16 Chapter 1 Getting To Know Motion
Design Tools
Graphic designers have been using software to facilitate their work for many years.
Motion has incorporated many of the most valuable tools commonly found in layout
and design applications, including guides, alignment, and direct manipulation for
positioning, transforming, and distorting objects. It also contains some of the most
flexible and sophisticated tools for creating and handling text elements. This is
especially important because text is such a critical component of motion graphics
design.
Timing Tools
The principal difference between traditional design and motion graphics is that motion
graphics is time based. This means that you are concerned with creating a well-
composed and readable layout, and you must also manipulate that layout over the
duration of the show. Motion provides a Timeline that contains tools usually found in a
video editing application (such as trimming, markers, slipping, and snapping) to allow
you to hone and compose the temporal aspects of your project.
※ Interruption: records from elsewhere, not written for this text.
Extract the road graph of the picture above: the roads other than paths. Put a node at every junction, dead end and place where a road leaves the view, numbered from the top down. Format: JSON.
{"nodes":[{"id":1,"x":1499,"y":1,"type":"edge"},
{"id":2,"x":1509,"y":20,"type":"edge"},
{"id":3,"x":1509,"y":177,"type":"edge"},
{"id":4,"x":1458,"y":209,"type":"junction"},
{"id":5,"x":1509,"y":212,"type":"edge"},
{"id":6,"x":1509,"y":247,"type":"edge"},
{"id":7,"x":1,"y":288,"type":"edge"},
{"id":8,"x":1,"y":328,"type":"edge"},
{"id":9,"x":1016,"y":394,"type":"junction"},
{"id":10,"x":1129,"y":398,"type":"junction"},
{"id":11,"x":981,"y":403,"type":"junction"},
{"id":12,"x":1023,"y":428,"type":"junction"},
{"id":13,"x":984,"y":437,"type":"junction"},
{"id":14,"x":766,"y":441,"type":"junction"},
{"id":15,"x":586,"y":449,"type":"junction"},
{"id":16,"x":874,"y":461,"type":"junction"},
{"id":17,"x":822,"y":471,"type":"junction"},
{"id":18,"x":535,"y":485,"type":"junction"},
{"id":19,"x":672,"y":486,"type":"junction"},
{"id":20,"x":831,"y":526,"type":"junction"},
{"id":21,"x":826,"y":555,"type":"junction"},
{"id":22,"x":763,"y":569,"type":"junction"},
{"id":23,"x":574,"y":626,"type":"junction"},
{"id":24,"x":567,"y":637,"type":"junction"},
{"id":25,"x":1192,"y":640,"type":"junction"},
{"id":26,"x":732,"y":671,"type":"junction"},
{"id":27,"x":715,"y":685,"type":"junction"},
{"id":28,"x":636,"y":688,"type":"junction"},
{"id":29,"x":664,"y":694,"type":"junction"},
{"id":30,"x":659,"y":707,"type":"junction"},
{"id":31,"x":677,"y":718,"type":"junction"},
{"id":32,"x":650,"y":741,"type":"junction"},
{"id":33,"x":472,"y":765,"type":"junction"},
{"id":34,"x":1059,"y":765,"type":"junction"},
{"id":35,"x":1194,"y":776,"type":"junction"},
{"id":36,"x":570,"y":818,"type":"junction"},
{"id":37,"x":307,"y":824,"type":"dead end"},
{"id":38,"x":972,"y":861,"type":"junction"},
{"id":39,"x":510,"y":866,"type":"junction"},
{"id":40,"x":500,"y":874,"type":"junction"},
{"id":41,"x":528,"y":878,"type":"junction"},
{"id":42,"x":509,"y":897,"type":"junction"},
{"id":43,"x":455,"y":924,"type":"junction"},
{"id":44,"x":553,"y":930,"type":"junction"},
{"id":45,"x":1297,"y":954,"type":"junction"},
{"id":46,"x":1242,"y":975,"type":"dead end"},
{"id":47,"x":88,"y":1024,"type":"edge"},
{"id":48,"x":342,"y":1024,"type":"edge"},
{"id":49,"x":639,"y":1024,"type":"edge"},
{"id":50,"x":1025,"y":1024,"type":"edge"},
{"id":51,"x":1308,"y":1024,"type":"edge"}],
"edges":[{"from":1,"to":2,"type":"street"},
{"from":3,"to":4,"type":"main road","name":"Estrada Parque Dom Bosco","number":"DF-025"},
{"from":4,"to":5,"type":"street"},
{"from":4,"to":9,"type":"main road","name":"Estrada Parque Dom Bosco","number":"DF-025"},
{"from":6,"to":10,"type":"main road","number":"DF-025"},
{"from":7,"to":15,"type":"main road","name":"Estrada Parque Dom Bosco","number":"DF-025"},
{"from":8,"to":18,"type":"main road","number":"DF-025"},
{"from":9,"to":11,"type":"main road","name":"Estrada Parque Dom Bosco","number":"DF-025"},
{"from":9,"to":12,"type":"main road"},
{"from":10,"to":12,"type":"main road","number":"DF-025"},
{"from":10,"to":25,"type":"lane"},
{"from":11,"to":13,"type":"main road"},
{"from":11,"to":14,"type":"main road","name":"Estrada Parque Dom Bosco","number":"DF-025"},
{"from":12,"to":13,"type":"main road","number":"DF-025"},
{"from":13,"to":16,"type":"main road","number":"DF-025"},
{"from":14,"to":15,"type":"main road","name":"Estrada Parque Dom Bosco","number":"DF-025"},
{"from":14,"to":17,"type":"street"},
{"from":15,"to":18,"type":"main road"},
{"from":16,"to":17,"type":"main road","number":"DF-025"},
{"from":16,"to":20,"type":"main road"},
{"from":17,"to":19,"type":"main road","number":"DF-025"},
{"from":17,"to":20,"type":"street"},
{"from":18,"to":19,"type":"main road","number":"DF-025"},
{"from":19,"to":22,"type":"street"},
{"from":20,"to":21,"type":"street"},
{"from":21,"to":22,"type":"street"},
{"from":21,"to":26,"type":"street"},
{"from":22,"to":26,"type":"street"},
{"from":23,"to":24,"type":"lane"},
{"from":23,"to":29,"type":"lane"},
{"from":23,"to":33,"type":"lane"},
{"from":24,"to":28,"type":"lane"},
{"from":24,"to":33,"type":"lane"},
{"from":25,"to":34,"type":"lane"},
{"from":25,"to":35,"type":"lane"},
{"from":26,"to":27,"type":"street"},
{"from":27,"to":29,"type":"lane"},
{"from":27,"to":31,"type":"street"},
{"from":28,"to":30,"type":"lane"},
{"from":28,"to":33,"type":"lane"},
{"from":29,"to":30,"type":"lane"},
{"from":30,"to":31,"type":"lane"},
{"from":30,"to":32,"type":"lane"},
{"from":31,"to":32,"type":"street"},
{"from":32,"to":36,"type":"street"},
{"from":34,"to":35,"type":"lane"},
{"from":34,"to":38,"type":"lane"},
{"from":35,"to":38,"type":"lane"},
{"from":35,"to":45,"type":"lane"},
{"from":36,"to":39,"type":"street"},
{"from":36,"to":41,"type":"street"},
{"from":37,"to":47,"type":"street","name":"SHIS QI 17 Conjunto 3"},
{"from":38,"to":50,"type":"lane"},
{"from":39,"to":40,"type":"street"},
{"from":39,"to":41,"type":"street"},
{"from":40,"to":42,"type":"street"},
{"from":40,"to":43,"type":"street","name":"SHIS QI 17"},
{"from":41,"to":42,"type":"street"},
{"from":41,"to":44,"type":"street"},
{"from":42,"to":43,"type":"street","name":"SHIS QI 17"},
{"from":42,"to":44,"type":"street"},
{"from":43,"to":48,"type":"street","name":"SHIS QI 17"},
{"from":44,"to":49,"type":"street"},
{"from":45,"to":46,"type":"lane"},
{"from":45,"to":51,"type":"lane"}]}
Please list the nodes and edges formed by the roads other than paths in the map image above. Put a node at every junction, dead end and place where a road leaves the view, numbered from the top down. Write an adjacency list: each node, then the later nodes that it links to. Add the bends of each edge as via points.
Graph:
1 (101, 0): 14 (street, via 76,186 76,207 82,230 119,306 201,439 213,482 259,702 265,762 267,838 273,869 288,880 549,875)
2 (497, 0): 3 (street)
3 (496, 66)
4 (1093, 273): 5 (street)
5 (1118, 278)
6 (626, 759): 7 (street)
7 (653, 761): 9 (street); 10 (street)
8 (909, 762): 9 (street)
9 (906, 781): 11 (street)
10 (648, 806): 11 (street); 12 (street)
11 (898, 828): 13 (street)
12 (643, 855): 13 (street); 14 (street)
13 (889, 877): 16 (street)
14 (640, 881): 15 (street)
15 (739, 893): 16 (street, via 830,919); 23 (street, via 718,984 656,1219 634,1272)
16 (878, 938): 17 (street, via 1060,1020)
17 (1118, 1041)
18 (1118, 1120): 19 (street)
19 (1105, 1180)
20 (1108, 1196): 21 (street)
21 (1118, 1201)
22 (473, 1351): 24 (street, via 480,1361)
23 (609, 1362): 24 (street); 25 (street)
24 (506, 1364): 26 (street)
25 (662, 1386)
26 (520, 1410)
Motion also supports audio files, including basic audio mixing, so you can create a
soundtrack for your project and make timing decisions based upon the audio as well as
visual components. Furthermore, you can animate objects, filters, behaviors, and other
elements to create elegant and precise compositions.
Compositing
Any time you have more than one object onscreen simultaneously, you must employ
some version of compositing to combine the elements. This might mean moving the
objects onscreen so they don’t overlap, adjusting the objects’ opacities so they are
partly visible, or incorporating blend modes that mix the overlapping images in a
variety of ways. Compositing is fundamental to motion graphics work. Fortunately,
Motion makes it easier than ever before, allowing you to control layer and object order,
group and lock objects, and apply more than 25 different blending options to create
unique effects.
Special Effects Tools
You can further enhance your motion graphics projects by employing many of the
same tools used in movies to combine dinosaurs with live actors, sink luxury liners in
the ocean, or create space battles. Motion provides many of these tools such as keying
(isolating an object shot against a solid colored background), masking (to hide wires or
other objects that should not be seen in the final image), and particle systems (to
simulate natural phenomena such as smoke, fire, and water). In fact, Motion can be
used to create special effects shots like these, but its real power is in integrating these
tools with the design and editing tools described above.